My father died last week, and I’m still trying to understand what that means to me. There’s no script for this kind of loss—the kind where grief doesn’t arrive in a clean, recognizable shape. I didn’t grow up with him. I didn’t have the kind of father people write eulogies about. I didn’t have the kind of father people cry for in movies. I had a man who was technically my father, but emotionally a stranger.
He didn’t care about my mother and me—or at least that’s how it always looked from the outside. Sometimes I wonder if it was that he didn’t care, or if he couldn’t care because he was drowning in his own internal battles. He was an alcoholic, and addiction has a way of hollowing out a person until there’s nothing left to give. My mother wasn’t willing to live in that shadow. She didn’t want that to be the example for me or for my half-siblings. So she divorced him, and she rebuilt.
And that’s the part of the story I know for sure: my mother became strong. She raised three kids on her own. No child support. She worked, she fought, she protected, she sacrificed. She became the parent I could rely on, the one who showed up, the one who stayed. When I think about family, she’s the one who fills the frame.
So now, with my father gone, I’m left with this strange emptiness—not grief exactly, not relief, not anger, not love. Just a quiet space where something should be but never was. How do you mourn someone who was never really yours? How do you process the death of a man who gave you life but not presence?

I don’t have the answers. Maybe I never will. The truth is that some losses aren’t loud or dramatic—they’re just a soft acknowledgment that a chapter has closed, even if you never really read the pages. I’m sure he had a story, one worth sharing. I’ve heard bits and parts, but never from him. That is something I lost last week- that chance to hear it. And as a writer, it pierces deep.
Lately, I’ve been comparing the two parents who shaped me in opposite ways. My mother worked her whole life to build from the ground up, to make sure we had what we needed—and even the extras. She sacrificed herself and made it her mission to make our lives easier than hers. She worried about our futures. She showed up for me through my own years of raising children, through my divorce, through every moment when I needed someone steady. She was my rock. I still cry over losing her—sometimes it hits me hard—even five years later.
My father, on the other hand, left us to fend for ourselves. He had no motivation, no direction. He lived in his married sister’s basement and never seemed to find a purpose. He wasn’t a bad man—just a man who never figured out how to live. A man who drifted through life without anchoring himself to anything or anyone.
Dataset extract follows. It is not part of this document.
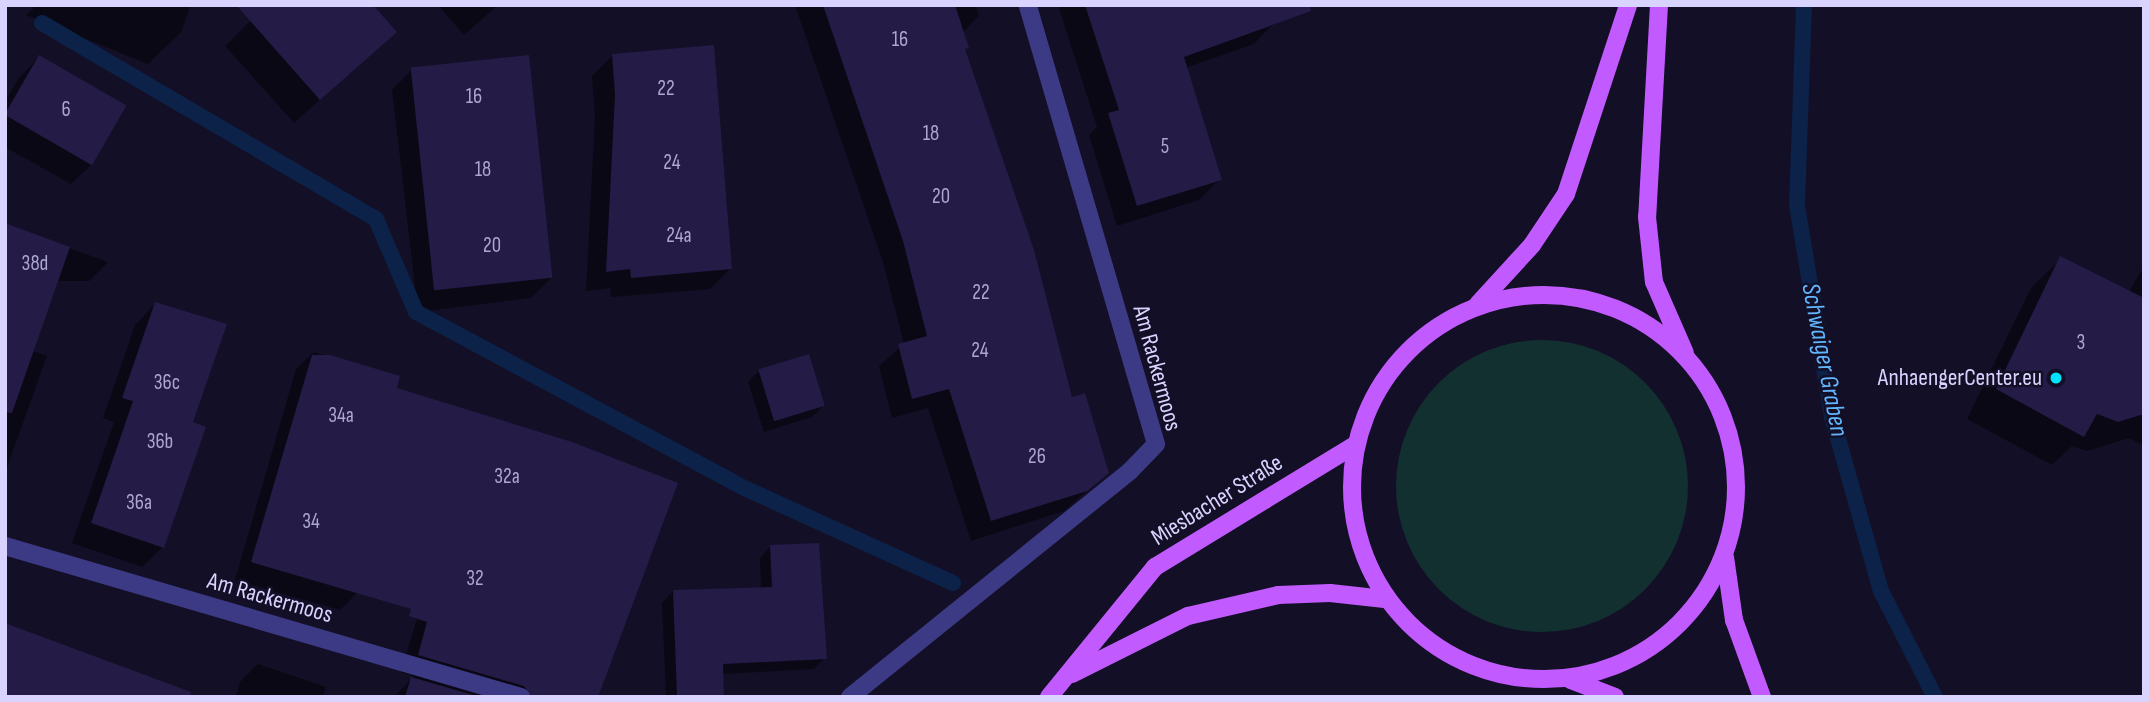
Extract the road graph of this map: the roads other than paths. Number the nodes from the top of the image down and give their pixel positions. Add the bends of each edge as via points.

Seeing them side by side—one extreme of relentless responsibility, the other of complete surrender—I find myself wanting to land somewhere in the middle. I don’t want to become a workaholic who forgets to live because tomorrow isn’t promised. But I also don’t want to drift so lightly through life that I never accomplish anything meaningful. Maybe that’s the message I’m taking from all of this: worry less, enjoy the day more, and still build something I can be proud of. Maybe the lesson isn’t in grieving a father I never had, but in choosing the kind of parent—and person—I want to be.